Stored items
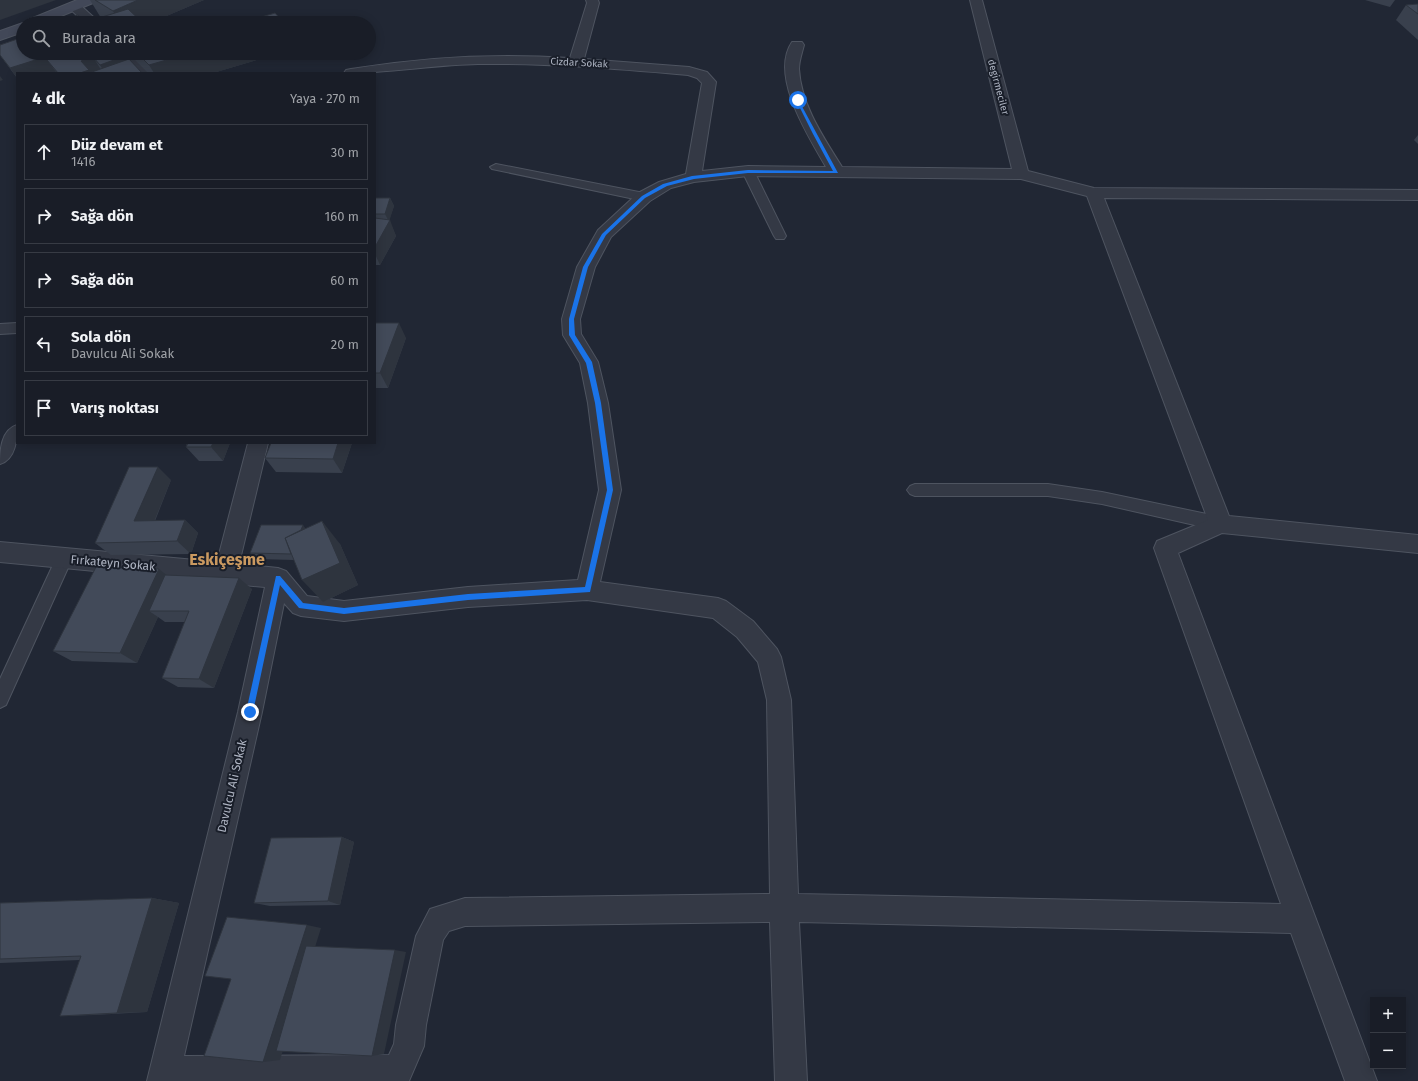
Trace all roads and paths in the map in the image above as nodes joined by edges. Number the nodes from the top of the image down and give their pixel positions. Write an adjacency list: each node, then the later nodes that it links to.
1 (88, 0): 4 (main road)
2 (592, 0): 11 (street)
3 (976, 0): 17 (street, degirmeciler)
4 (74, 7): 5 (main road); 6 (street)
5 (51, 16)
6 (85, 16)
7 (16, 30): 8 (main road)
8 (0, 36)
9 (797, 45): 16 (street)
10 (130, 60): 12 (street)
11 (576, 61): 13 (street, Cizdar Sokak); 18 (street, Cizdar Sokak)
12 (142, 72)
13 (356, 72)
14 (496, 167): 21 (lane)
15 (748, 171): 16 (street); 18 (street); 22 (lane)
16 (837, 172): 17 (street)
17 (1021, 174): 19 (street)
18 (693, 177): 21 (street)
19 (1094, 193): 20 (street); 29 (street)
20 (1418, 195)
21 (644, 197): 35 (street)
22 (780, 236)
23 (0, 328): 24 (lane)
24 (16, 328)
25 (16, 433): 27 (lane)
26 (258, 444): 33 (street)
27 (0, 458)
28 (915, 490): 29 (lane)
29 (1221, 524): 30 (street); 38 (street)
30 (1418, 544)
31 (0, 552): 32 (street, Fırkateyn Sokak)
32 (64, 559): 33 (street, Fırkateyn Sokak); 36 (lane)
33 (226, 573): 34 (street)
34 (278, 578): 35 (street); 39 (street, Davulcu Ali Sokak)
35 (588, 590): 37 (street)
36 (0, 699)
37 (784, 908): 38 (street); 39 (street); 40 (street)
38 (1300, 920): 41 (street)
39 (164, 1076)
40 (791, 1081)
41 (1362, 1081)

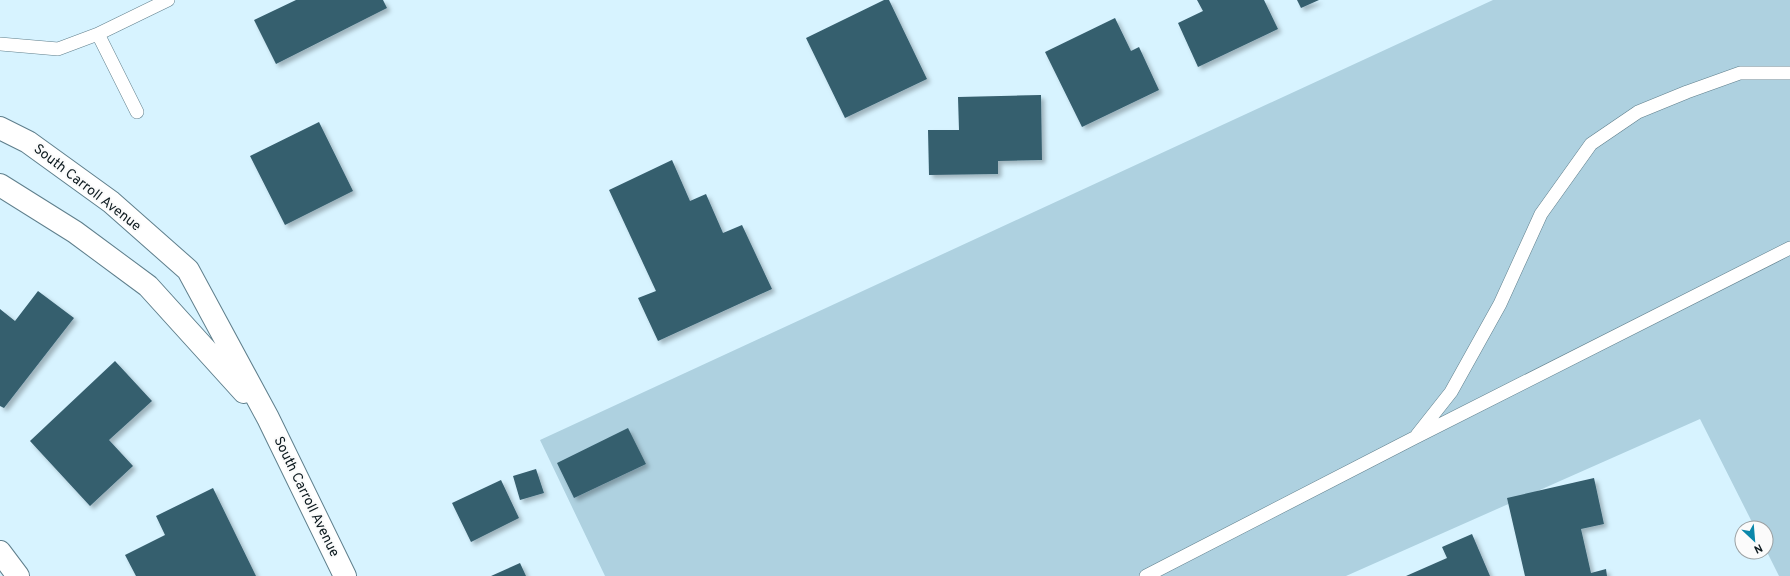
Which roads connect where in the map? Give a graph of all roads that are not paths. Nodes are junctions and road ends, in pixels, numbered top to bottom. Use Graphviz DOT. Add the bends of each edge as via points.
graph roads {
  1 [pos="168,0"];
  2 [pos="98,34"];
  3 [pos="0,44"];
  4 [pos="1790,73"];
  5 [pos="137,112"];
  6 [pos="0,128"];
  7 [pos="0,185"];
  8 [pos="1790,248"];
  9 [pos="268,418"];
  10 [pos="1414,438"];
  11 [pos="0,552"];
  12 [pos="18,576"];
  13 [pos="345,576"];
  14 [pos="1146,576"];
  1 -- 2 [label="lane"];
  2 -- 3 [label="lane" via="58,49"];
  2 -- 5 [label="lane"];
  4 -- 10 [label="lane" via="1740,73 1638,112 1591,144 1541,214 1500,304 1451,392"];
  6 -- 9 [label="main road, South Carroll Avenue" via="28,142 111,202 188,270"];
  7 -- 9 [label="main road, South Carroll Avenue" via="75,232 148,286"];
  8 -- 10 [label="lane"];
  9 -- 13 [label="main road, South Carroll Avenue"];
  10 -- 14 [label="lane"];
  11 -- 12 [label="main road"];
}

Your objective: Please give back all the records above word for word, with no pictures included.

Answer to this problem:
Trace all roads and paths in the map in the image above as nodes joined by edges. Number the nodes from the top of the image down and give their pixel positions. Write an adjacency list: each node, then the later nodes that it links to.
1 (88, 0): 4 (main road)
2 (592, 0): 11 (street)
3 (976, 0): 17 (street, degirmeciler)
4 (74, 7): 5 (main road); 6 (street)
5 (51, 16)
6 (85, 16)
7 (16, 30): 8 (main road)
8 (0, 36)
9 (797, 45): 16 (street)
10 (130, 60): 12 (street)
11 (576, 61): 13 (street, Cizdar Sokak); 18 (street, Cizdar Sokak)
12 (142, 72)
13 (356, 72)
14 (496, 167): 21 (lane)
15 (748, 171): 16 (street); 18 (street); 22 (lane)
16 (837, 172): 17 (street)
17 (1021, 174): 19 (street)
18 (693, 177): 21 (street)
19 (1094, 193): 20 (street); 29 (street)
20 (1418, 195)
21 (644, 197): 35 (street)
22 (780, 236)
23 (0, 328): 24 (lane)
24 (16, 328)
25 (16, 433): 27 (lane)
26 (258, 444): 33 (street)
27 (0, 458)
28 (915, 490): 29 (lane)
29 (1221, 524): 30 (street); 38 (street)
30 (1418, 544)
31 (0, 552): 32 (street, Fırkateyn Sokak)
32 (64, 559): 33 (street, Fırkateyn Sokak); 36 (lane)
33 (226, 573): 34 (street)
34 (278, 578): 35 (street); 39 (street, Davulcu Ali Sokak)
35 (588, 590): 37 (street)
36 (0, 699)
37 (784, 908): 38 (street); 39 (street); 40 (street)
38 (1300, 920): 41 (street)
39 (164, 1076)
40 (791, 1081)
41 (1362, 1081)

Which roads connect where in the map? Give a graph of all roads that are not paths. Nodes are junctions and road ends, in pixels, numbered top to bottom. Use Graphviz DOT. Add the bends of each edge as via points.
graph roads {
  1 [pos="168,0"];
  2 [pos="98,34"];
  3 [pos="0,44"];
  4 [pos="1790,73"];
  5 [pos="137,112"];
  6 [pos="0,128"];
  7 [pos="0,185"];
  8 [pos="1790,248"];
  9 [pos="268,418"];
  10 [pos="1414,438"];
  11 [pos="0,552"];
  12 [pos="18,576"];
  13 [pos="345,576"];
  14 [pos="1146,576"];
  1 -- 2 [label="lane"];
  2 -- 3 [label="lane" via="58,49"];
  2 -- 5 [label="lane"];
  4 -- 10 [label="lane" via="1740,73 1638,112 1591,144 1541,214 1500,304 1451,392"];
  6 -- 9 [label="main road, South Carroll Avenue" via="28,142 111,202 188,270"];
  7 -- 9 [label="main road, South Carroll Avenue" via="75,232 148,286"];
  8 -- 10 [label="lane"];
  9 -- 13 [label="main road, South Carroll Avenue"];
  10 -- 14 [label="lane"];
  11 -- 12 [label="main road"];
}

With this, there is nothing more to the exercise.